Changing difference for Malabou is about thinking, thinking differently and about doing, doing differently. She invokes the figuration of the salamander to think difference, differently, and she finds inspiration from the salamander’s regenerative powers for the becoming of the pedagogical lives of women. Petro draws inspiration from the salamander figuration and ubuntu-currere to perform an autobiophilosography guided by Malabou’s three moments: acting as if, acting together and acting without. In doing so, Petro takes a retrospective look on her scholarly journey, remembering first her early admiration for feminist mentors and later her struggle with debilitating patriarchal structures in the university and more broadly in society. But in these first two Malaboudian moments she narrates that she inscribes the masculine by admiring feminist essentialism (replacing one molar entity with another) in her mentors and through interpellating masculinity by performing it when engaging with the other. Her retrospective gaze bears resemblance to Pinar’s regressive moment of currere. She narrates her re/turn to the feminine in her ‘acting without’ moment, not to essentialist nor anti-essentialist notions of the feminine but a productive one that involves a regeneration of self in intra-action with others. Lesley theorises with Malabou and Barad the sensibility of wondering/wandering, and its productive potential to transform complicated curriculum conversations through (1) giving attention to difference prior to judgement (wonder as first passion) and (2) invigorating productive lines/pathways for becoming through imagination, that is materially embedded and extended beyond the human mind. It is a call for changing difference in complicated conversations.

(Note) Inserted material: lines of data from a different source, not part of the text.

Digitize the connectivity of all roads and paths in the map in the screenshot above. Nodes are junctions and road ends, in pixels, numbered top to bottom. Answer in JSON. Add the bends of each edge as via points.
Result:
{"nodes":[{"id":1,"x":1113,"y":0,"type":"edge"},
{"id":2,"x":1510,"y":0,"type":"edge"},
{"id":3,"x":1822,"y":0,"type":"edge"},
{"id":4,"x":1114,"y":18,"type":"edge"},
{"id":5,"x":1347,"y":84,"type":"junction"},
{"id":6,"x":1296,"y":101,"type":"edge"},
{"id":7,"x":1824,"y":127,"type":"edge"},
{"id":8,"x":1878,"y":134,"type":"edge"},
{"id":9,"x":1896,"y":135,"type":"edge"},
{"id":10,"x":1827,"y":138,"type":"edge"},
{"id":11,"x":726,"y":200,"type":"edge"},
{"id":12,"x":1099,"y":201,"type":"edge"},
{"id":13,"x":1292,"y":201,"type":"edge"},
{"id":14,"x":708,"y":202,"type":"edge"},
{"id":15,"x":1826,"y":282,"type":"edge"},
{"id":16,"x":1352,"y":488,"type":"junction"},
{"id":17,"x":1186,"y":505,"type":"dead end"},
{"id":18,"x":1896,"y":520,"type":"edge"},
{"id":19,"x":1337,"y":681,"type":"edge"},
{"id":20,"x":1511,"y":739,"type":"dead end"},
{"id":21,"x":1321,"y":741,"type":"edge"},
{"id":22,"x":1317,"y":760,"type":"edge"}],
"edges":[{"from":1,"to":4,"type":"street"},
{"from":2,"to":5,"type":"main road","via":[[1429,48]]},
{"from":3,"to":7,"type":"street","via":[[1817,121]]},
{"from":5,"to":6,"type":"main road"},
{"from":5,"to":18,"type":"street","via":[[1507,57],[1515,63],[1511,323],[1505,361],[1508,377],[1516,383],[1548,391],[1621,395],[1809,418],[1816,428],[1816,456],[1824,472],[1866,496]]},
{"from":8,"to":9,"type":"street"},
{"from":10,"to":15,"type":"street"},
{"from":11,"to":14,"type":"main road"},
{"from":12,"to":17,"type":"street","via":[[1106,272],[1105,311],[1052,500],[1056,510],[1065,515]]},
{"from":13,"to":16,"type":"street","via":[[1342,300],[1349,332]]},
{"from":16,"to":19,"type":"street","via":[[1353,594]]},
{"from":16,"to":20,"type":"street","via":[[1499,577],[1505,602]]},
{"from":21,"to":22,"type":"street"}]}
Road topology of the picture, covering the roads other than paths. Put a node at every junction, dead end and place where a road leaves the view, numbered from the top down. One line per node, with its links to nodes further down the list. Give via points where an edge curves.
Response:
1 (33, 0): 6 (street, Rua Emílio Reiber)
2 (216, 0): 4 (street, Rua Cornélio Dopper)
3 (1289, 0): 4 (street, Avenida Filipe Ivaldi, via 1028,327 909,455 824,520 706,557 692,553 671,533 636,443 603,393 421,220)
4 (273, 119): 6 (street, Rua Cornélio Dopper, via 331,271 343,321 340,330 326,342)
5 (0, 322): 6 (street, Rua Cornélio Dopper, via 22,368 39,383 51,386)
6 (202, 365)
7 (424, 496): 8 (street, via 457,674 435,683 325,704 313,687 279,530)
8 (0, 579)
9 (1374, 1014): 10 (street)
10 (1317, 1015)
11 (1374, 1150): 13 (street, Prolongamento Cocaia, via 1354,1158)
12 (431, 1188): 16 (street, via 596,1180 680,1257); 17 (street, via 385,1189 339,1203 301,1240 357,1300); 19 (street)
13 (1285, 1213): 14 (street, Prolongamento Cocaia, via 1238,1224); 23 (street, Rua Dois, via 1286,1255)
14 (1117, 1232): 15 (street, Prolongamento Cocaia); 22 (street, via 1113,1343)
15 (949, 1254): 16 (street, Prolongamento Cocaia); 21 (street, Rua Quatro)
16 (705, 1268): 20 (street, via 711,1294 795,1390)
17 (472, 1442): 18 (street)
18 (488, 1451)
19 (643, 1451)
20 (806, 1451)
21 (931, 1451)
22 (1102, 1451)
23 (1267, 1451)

Wandering/wondering as imagination has some resemblance to Pinar’s progressive moment of currere when one imagines in unfettered ways future possibilities for the self.

We sought points of resonance (sameness/connectedness) between/among ideas from curriculum studies and philosophy to theorise difference and to re/turn to the feminine, as inspiration for regenerating both the self (an ecological and not atomistic self) and the field of curriculum studies.